(Data records begins)

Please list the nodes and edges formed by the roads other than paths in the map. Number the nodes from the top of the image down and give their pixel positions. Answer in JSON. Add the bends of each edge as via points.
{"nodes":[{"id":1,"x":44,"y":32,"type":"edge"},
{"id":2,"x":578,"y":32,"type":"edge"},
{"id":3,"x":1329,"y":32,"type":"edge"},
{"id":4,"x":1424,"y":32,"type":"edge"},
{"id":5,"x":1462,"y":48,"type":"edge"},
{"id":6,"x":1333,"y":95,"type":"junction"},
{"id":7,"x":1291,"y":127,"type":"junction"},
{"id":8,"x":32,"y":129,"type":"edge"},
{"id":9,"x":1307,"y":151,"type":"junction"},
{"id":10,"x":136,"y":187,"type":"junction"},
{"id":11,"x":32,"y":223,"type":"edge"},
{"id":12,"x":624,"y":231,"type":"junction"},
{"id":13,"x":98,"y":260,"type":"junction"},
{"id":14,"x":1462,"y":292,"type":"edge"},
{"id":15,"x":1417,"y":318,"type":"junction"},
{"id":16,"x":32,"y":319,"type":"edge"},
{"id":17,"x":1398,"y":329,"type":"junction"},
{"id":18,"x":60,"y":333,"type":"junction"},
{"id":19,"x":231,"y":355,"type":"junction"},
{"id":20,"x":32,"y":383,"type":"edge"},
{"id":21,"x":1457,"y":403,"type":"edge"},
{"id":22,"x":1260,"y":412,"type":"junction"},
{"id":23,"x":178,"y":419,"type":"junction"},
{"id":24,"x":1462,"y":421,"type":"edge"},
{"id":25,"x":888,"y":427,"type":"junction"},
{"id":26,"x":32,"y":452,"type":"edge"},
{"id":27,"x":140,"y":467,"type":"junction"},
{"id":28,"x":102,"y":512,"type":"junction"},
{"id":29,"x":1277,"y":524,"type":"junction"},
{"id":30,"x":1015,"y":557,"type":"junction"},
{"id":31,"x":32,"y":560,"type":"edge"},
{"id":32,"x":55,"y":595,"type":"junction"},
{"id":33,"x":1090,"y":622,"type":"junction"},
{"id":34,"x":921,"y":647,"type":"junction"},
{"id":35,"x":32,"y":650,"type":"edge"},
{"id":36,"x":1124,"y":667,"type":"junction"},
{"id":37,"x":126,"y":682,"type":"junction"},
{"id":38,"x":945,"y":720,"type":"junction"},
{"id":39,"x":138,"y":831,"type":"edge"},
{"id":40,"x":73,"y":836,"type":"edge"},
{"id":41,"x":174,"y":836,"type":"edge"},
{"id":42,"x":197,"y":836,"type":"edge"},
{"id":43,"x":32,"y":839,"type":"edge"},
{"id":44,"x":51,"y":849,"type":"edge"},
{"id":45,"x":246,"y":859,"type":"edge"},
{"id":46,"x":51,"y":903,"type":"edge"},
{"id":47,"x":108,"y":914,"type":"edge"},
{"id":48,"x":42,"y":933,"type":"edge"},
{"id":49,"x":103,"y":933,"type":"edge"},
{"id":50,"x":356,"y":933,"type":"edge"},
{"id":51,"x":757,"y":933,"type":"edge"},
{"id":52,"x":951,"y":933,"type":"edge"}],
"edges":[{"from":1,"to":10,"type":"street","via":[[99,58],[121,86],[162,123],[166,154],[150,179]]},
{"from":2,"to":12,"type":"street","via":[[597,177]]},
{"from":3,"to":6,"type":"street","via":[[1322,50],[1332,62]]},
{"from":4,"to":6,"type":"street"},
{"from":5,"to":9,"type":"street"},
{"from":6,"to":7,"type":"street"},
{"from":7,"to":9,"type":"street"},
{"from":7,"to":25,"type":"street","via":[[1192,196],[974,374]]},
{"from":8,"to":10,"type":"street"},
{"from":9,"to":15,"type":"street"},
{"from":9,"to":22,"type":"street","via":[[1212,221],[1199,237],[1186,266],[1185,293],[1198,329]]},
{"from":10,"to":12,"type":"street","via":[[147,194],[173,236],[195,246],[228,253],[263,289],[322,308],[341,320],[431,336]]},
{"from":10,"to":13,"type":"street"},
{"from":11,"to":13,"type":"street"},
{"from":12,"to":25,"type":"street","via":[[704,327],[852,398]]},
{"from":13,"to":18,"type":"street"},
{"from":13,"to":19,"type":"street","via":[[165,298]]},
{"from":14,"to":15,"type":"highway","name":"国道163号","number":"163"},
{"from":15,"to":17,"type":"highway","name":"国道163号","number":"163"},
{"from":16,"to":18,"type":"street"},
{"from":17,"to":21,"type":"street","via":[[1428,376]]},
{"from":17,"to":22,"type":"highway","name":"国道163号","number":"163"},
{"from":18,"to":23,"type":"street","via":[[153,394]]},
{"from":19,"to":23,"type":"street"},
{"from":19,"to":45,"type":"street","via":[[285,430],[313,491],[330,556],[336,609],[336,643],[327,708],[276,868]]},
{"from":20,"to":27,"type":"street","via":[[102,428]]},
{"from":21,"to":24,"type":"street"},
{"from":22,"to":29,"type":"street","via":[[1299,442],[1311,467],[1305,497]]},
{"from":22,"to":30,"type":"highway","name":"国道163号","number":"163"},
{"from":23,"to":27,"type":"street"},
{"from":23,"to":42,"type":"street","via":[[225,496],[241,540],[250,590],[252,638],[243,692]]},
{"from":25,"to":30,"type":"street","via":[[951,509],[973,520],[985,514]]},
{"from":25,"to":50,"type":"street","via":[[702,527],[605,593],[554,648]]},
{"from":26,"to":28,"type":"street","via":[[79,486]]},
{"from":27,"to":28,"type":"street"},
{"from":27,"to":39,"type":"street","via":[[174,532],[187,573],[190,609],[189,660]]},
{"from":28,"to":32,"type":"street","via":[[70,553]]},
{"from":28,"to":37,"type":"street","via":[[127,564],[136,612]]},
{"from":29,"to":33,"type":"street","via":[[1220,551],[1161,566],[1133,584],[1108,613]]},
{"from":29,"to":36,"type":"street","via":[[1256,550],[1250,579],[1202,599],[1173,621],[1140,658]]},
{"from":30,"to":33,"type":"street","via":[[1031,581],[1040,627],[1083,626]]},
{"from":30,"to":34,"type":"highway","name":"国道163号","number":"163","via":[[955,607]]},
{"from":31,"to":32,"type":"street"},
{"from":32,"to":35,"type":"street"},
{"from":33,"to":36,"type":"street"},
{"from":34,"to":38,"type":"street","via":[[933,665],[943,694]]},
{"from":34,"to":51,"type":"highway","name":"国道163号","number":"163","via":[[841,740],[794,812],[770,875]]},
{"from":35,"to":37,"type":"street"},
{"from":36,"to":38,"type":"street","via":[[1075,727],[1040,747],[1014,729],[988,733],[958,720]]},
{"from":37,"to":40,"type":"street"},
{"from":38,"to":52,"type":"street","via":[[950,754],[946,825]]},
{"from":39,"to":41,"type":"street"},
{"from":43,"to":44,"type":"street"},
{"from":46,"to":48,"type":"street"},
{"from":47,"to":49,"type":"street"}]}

(Data records ends)

*Aim of the exercise:* Pull out every line of the records that includes the string "highway".

*Response to the exercise:*
{"from":14,"to":15,"type":"highway","name":"国道163号","number":"163"},
{"from":15,"to":17,"type":"highway","name":"国道163号","number":"163"},
{"from":17,"to":22,"type":"highway","name":"国道163号","number":"163"},
{"from":22,"to":30,"type":"highway","name":"国道163号","number":"163"},
{"from":30,"to":34,"type":"highway","name":"国道163号","number":"163","via":[[955,607]]},
{"from":34,"to":51,"type":"highway","name":"国道163号","number":"163","via":[[841,740],[794,812],[770,875]]},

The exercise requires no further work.